Pyhton String: \n Raw String: \n
Pyhton String: \\ Raw String: \\\\


In [28]:
a = '\tHello'
b = r'\tHello'
print(a)
print(b)

	Hello
\tHello


Below code will throw error because python string convert "\\\\" to "\" but in regex "\" is a special character. That's why it will throw error instead of matching the pattern.

In [25]:
text = "The \ rain in \ Spain."
print(re.findall("\\", text))

error: bad escape (end of pattern) at position 0

If we want to match the pattern "\\" using python string then we need string "\\\\\\\\" because it will be "\\\\" which is a pattern in regex to find "\\" pattern. It is always suggested to use raw string.

In [26]:
text = "The \ rain in \ Spain."
print(re.findall("\\\\", text))

['\\', '\\']


In [27]:
text = "The \ rain in \ Spain."
print(re.findall(r"\\", text))

['\\', '\\']


Regular expressions can contain both special and ordinary characters. 
- Ordinary Characters: 'A', 'a', 0
- Special Characters: '|', '('

### Important Functions
- match(): Determine if the RE matches at the beginning of the string.
- search(): Scan through a string, looking for any location where this RE matches.
- findall(): Find all substrings where the RE matches, and returns them as a list.
- finditer(): Find all substrings where the RE matches, and returns them as an iterator.
- split(): Returns a list where the string has been split at each match
- sub(): Replaces one or many matches with a string

In [31]:
# finditer()
my_string = 'abc123ABC123abc'
pattern = re.compile(r'123')
matches = pattern.finditer(my_string)
print(matches)  # returns an iterator object
for match in matches:
    print(match)
    print(match.span(), match.start(), match.end())
    print(match.group()) # returns the string

<callable_iterator object at 0x000001B2D0596490>
<re.Match object; span=(3, 6), match='123'>
(3, 6) 3 6
123
<re.Match object; span=(9, 12), match='123'>
(9, 12) 9 12
123


In [34]:
# findall()
pattern = re.compile(r'123')
matches = pattern.findall(my_string)
print(matches)  # returns a list of strings
for match in matches:
    print(match)

['123', '123']
123
123


In [43]:
# match
pattern = re.compile(r'123')
match = pattern.match(my_string)
print(match)
pattern = re.compile(r'abc')
match = pattern.match(my_string)
print(match)
match

None
<re.Match object; span=(0, 3), match='abc'>


<re.Match object; span=(0, 3), match='abc'>

In [46]:
# search
match = pattern.search(my_string)
match

<re.Match object; span=(0, 3), match='abc'>

### Methods on a Match object¶
- group(): Return the string matched by the RE
- start(): Return the starting position of the match
- end(): Return the ending position of the match
- span(): Return a tuple containing the (start, end) positions of the match

In [47]:
test_string = '123abc456789abc123ABC'
pattern = re.compile(r'abc')
matches = pattern.finditer(test_string)
for match in matches:
    print(match)
    print(match.span(), match.start(), match.end())
    print(match.group()) # returns the substring that was matched by the RE

<re.Match object; span=(3, 6), match='abc'>
(3, 6) 3 6
abc
<re.Match object; span=(12, 15), match='abc'>
(12, 15) 12 15
abc


### Meta characters
Metacharacters are characters with a special meaning in regex.

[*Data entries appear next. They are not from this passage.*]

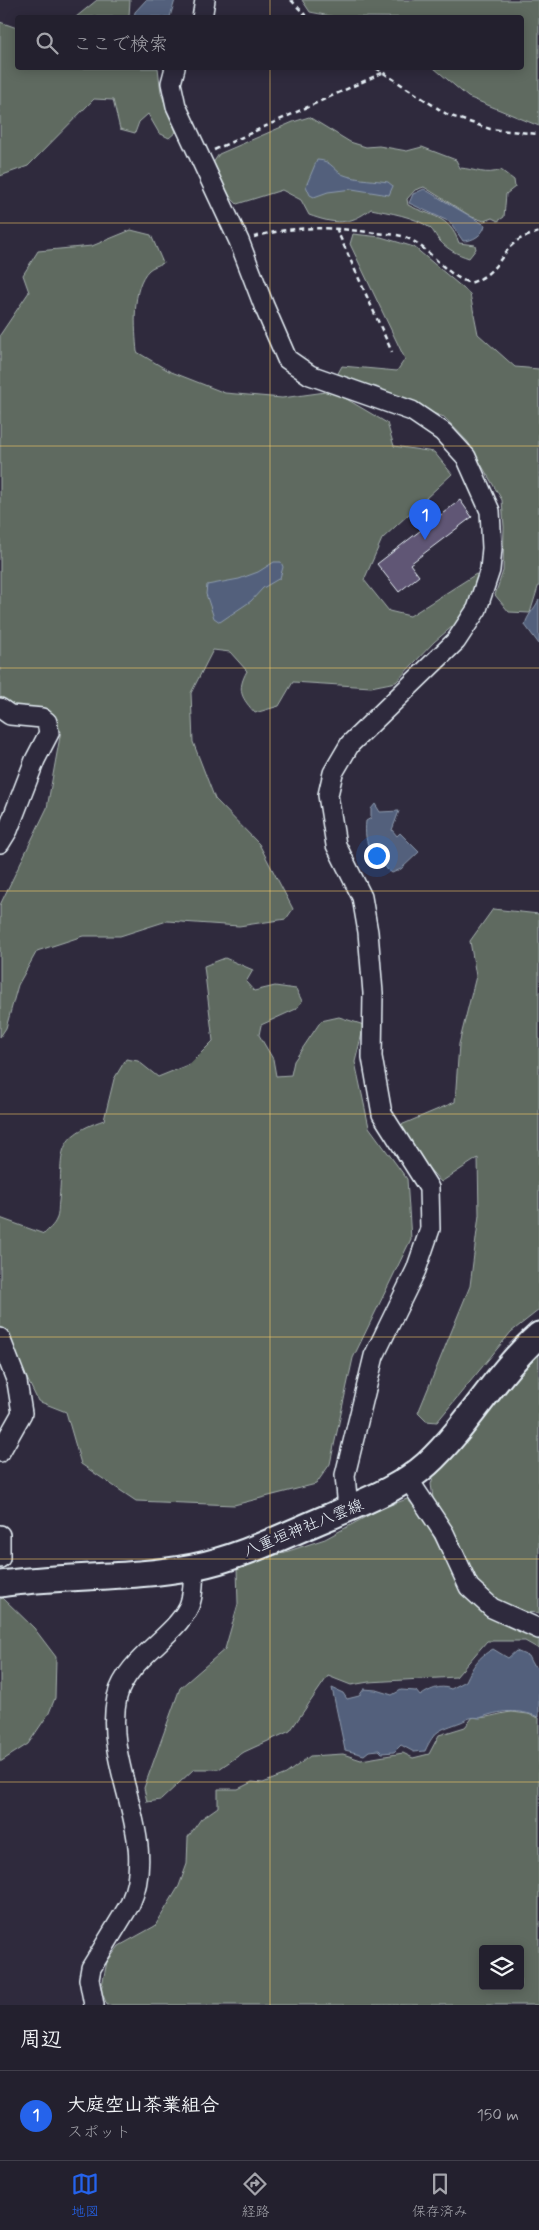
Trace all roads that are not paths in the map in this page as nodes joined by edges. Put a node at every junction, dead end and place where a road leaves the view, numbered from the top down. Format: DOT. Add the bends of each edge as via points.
graph roads {
  1 [pos="205,0"];
  2 [pos="202,15"];
  3 [pos="174,70"];
  4 [pos="0,708"];
  5 [pos="0,843"];
  6 [pos="539,1335"];
  7 [pos="0,1338"];
  8 [pos="0,1452"];
  9 [pos="408,1479"];
  10 [pos="348,1509"];
  11 [pos="0,1535"];
  12 [pos="0,1558"];
  13 [pos="194,1567"];
  14 [pos="0,1584"];
  15 [pos="539,1629"];
  16 [pos="94,2005"];
  1 -- 2 [label="street"];
  3 -- 10 [label="street" via="171,83 176,106 239,241 287,359 310,375 412,411 443,432 466,457 490,511 490,570 477,609 456,641 350,744 333,773 328,795 336,845 362,897 368,932 373,993 372,1057 382,1114 429,1188 430,1221 416,1270 374,1356 345,1475"];
  4 -- 5 [label="street" via="10,715 42,718 47,722 49,733"];
  6 -- 9 [label="main road, 八重垣神社八雲線" via="504,1369 427,1464"];
  7 -- 8 [label="street" via="17,1382 22,1414"];
  9 -- 10 [label="main road, 八重垣神社八雲線" via="380,1496"];
  9 -- 15 [label="street" via="444,1533 469,1587 492,1608"];
  10 -- 13 [label="main road, 八重垣神社八雲線"];
  11 -- 12 [label="street"];
  13 -- 14 [label="main road, 八重垣神社八雲線"];
  13 -- 16 [label="street" via="188,1608 133,1668 118,1696 114,1729 136,1830 140,1868 130,1904 91,1968 89,1979"];
}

**All meta characters:** `. ^ $ * + ? { } [ ] \ | ( )`

- Meta characters need to be escaped (with `\`) if we actually want to search for the literal character.

- `.` Any character (except newline) → `"he..o"`
- `^` Starts with → `"^hello"`
- `$` Ends with → `"world$"`
- `*` Zero or more occurrences → `"aix*"`
- `+` One or more occurrences → `"aix+"`
- `{}` Exactly the specified number of occurrences → `"al{2}"`
- `[]` A set of characters → `"[a-m]"`
- `\` Signals a special sequence (can also be used to escape special characters) → `r"\d"` (or `"\\d"`)
- `|` Either or → `"falls|stays"`
- `()` Capture and group